“I’ve told you who my guests were,” said Mrs. Tretheroe. “Of course, the mere idea that any of them went to the Sceptre at that time of night is ridiculous. No—the meeting at the Sceptre amounts to nothing. You concentrate on Harborough—he did it! He was always a man of mad, unreasonable, ungovernable temper, or perhaps I might have married him, once.”
Blick said nothing in reply to this. He rose to go, and Mrs. Tretheroe, with another approving look, gave him her hand.
“Come and see me again—to tell me how you’re getting on,” she said. “Of course, I’m awfully interested!”

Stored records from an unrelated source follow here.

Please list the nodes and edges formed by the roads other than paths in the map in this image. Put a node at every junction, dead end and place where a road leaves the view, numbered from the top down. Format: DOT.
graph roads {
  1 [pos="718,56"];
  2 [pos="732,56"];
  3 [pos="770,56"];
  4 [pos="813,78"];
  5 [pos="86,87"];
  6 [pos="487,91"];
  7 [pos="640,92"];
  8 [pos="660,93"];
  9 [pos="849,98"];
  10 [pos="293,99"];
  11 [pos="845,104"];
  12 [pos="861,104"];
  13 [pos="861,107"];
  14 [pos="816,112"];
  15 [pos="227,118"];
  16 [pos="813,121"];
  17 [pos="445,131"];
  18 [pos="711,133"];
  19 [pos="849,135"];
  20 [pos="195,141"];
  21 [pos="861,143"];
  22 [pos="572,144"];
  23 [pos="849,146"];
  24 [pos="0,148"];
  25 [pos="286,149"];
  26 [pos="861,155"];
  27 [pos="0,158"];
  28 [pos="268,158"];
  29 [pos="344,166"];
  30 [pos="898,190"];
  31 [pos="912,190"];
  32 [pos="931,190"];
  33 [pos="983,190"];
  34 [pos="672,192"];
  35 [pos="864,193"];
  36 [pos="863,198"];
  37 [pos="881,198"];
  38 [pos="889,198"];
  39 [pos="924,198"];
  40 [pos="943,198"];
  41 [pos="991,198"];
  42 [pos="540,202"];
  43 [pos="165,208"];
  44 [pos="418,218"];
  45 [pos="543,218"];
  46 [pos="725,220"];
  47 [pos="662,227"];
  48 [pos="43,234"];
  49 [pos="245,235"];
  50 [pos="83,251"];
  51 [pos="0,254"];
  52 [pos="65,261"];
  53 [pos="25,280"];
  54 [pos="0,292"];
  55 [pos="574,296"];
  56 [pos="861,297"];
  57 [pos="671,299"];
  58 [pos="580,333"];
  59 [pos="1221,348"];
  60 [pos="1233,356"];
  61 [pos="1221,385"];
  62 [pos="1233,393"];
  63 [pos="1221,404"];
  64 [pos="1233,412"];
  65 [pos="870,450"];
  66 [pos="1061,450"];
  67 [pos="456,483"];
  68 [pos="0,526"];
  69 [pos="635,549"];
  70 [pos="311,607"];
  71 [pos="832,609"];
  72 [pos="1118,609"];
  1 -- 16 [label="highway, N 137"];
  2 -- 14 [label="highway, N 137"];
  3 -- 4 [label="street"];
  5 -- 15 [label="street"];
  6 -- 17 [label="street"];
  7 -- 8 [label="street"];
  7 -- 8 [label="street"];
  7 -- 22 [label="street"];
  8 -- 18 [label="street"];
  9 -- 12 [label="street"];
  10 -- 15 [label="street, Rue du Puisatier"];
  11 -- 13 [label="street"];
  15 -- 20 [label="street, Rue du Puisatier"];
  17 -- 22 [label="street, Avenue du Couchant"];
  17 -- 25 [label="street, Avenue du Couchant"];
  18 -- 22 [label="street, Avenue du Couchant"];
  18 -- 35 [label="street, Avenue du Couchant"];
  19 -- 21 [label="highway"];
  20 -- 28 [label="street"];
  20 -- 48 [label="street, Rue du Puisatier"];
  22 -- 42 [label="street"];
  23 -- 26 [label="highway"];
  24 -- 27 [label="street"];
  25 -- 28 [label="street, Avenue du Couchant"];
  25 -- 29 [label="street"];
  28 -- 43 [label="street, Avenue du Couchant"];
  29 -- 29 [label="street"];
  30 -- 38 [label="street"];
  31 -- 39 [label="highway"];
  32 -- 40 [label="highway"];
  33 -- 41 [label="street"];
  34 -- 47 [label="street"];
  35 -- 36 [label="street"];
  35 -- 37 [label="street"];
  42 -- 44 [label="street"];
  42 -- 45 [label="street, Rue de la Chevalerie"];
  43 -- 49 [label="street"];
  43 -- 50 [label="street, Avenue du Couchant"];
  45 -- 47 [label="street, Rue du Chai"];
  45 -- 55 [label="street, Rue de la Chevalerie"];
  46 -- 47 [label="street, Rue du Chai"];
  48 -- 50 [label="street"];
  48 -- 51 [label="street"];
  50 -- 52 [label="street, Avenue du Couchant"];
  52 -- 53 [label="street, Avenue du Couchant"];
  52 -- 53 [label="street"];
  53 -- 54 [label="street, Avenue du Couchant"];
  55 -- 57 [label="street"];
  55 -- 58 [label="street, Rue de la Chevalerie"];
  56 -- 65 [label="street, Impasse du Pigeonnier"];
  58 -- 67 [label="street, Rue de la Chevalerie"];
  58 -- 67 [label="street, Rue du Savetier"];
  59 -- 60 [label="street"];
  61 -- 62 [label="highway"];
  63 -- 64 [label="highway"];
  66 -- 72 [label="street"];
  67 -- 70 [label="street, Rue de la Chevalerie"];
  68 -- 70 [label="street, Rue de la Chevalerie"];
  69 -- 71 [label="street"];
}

Blick made his way downstairs. The door of the drawing-room was still open, and the Baron von Eckhardstein was still softly singing sentimental ditties. At the foot of the staircase the maid suddenly appeared, and smiled. Blick smiled back.
“I haven’t made your mistress’s headache any worse,” he remarked.
“The headache’s too much cigarette smoking,” she whispered, with a look. “I say!”
“What?” asked Blick, whispering too.
“Has anything—been found out?” she asked.
“What, yet? No!—too early,” answered Blick. “Why—do you know anything?”
“I? Good Heavens, no! Merely curious! being a woman.”